▶ _YOUR TASK_:
Scan the records for "ring". Report each line that includes it.

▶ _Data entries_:
________________________________________
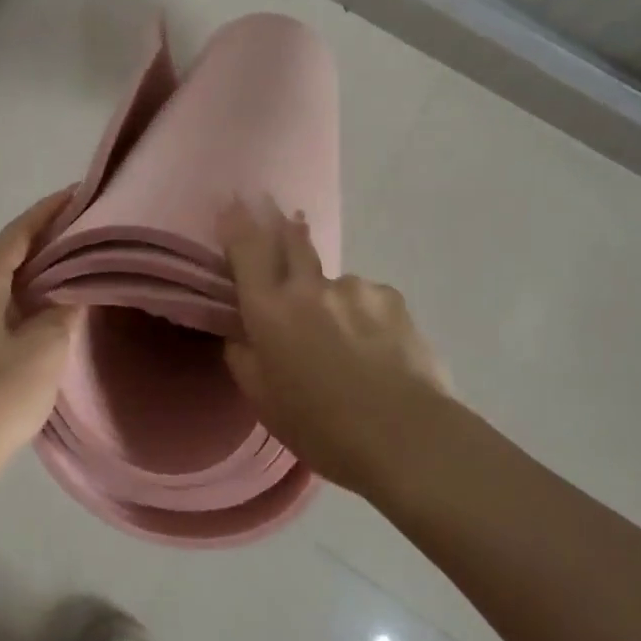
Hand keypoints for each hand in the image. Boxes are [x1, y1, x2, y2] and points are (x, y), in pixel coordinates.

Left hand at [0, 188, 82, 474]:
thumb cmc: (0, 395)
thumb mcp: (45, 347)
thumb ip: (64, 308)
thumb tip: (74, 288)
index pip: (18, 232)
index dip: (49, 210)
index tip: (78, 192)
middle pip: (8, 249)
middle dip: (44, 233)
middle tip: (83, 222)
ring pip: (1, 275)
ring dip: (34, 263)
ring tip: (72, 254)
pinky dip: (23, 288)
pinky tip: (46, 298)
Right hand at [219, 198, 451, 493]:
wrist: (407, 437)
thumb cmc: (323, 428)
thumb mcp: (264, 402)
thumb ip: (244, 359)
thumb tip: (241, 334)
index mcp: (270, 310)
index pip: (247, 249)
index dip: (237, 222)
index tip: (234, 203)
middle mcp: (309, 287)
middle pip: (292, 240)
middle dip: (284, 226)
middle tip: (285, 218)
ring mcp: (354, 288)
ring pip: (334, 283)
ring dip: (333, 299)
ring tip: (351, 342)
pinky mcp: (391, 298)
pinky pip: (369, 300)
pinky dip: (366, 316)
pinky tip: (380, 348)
________________________________________
▶ _EXPECTED ANSWER_:
ring pip: (1, 275)
ring dip: (34, 263)
ring tip: (72, 254)
ring mcp: (354, 288)
ring pip: (334, 283)
ring dip: (333, 299)
ring tip: (351, 342)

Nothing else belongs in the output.